Andrew Clement is a Professor in the Faculty of Information Studies at the University of Toronto, where he is also the Director of the Collaborative Graduate Program in Knowledge Media Design. His research interests include digital identity constructions, public participation in information infrastructures, and community networking. Clement has published in the following areas: computer supported cooperative work, participatory design, and workplace surveillance.
Barbara Crow is an Associate Professor of Communication Studies at York University. Her research interests include digital technologies, social movements, feminist theory, women's studies, and the political economy of communication. Professor Crow was awarded a Telus Distinguished Scholar award with her colleague Graham Longford. She holds a PhD in Sociology from York University.
Graham Longford is a postdoctoral research fellow in the Faculty of Information Studies, University of Toronto. Dr. Longford's research interests include community networks, Internet access policy, and the social and political implications of new information and communication technologies in general. In addition to his work with CWIRP, Dr. Longford works on a related project, the Canadian Research Alliance for Community Innovation and Networking.
Catherine Middleton is an Associate Professor in the School of Information Technology Management, in the Faculty of Business at Ryerson University. Her research considers socio-technical issues related to the consumer adoption of broadband and wireless technologies. She holds a Canada Research Chair, studying Communication Technologies in the Information Society, and is the Principal Investigator on this project.
Contact us by sending an email to catherine.middleton at ryerson dot ca.
Kiera Chion is an MA student in the Joint Communication and Culture Programme at York University. Her research interests lie in examining how the third generation of Canadian feminists utilize the media to create a unified national identity and message and what technological and ideological tools will young women use to "re-brand" the definition of feminism with in order to address the challenges of our increasingly globalized society. She also has an Honours B. Art from the University of Toronto in women's studies and political science.
Adam Fiser is a PhD candidate at the Faculty of Information Studies, University of Toronto.

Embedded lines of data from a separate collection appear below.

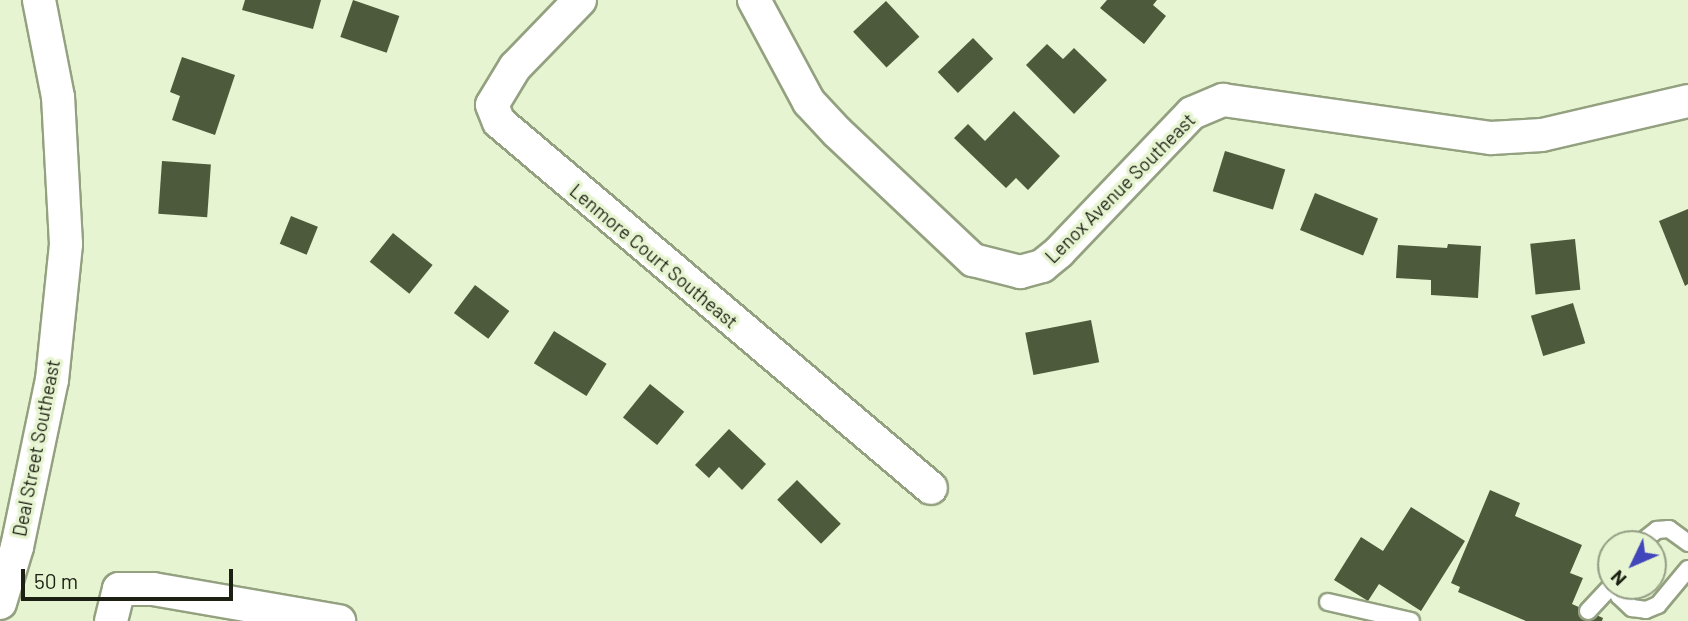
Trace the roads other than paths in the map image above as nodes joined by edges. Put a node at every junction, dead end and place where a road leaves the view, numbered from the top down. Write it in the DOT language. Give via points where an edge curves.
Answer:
graph roads {
  1 [pos="39,0"];
  2 [pos="580,0"];
  3 [pos="754,0"];
  4 [pos="1688,102"];
  5 [pos="931,488"];
  6 [pos="1657,530"];
  7 [pos="1688,543"];
  8 [pos="1688,569"];
  9 [pos="1598,600"];
  10 [pos="1328,602"];
  11 [pos="0,603"];
  12 [pos="1588,611"];
  13 [pos="1627,614"];
  14 [pos="111,621"];
  15 [pos="338,621"];
  16 [pos="1411,621"];
  1 -- 11 [label="street, Deal Street Southeast" via="58,97 66,244 52,380 17,547"];
  2 -- 5 [label="street, Lenmore Court Southeast" via="515,67 492,106 499,122"];
  3 -- 4 [label="street, Lenox Avenue Southeast" via="809,102 837,132 973,260 1020,272 1042,266 1059,253 1192,113 1223,100 1491,138 1542,135"];
  6 -- 7 [label="lane" via="1669,528"];
  8 -- 13 [label="lane" via="1658,605"];
  9 -- 12 [label="lane"];
  10 -- 16 [label="lane"];
  14 -- 15 [label="street" via="119,589 153,589"];
}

On CWIRP, he studies K-Net Services and its role in the local telecommunications market of Lac Seul, a northwestern Ontario First Nations community. His thesis research dovetails with CWIRP and CRACIN. It studies K-Net Services and its model for deploying broadband community IP networks in remote First Nations.
Chunfeng Ma is an MMSc candidate in the Faculty of Business at Ryerson University. He also has a Masters degree in Control System Engineering from Harbin Institute of Technology. His research involves wireless community networks, muniwireless and relevant business models.
Neal McIntyre is currently in the final year of the Information Technology Management (Co-op) undergraduate program at Ryerson, majoring in Telecommunications and Infrastructure. His research interests involve the development of wireless/broadband technologies, particularly the way these technologies will shape social and economic development in both urban and rural communities. Additionally, he is interested in the debate of public vs. private funding of telecommunications infrastructure.
Tammy Miller is an MA student in the Joint Communication and Culture Graduate Programme at York and Ryerson Universities. She is looking forward to working on the Community Wireless Infrastructure Research Project and pursuing a career within academia.
Amelia Potter is interested in narratives of change and how we use the visions of possible (technological, sustainable, better) futures to drive practical work in the present. She is also interested in developing ways of conceptualizing, or 'mapping', these ideas of change, and the many possible relationships between past/present/future. Potter is currently exploring a process of visual storytelling as a method to present and question assumptions and fears surrounding the relationship between China and North America and the shifting global economic and social order.
Matthew Wong is a Master of Information Studies candidate, Information Systems specialization, at the Faculty of Information Studies, University of Toronto. His thesis research includes sharing wireless Internet access in urban residential neighbourhoods and more generally, the use of wireless networks in cities. He also has an Honours B.Sc. in computer science and philosophy from U of T.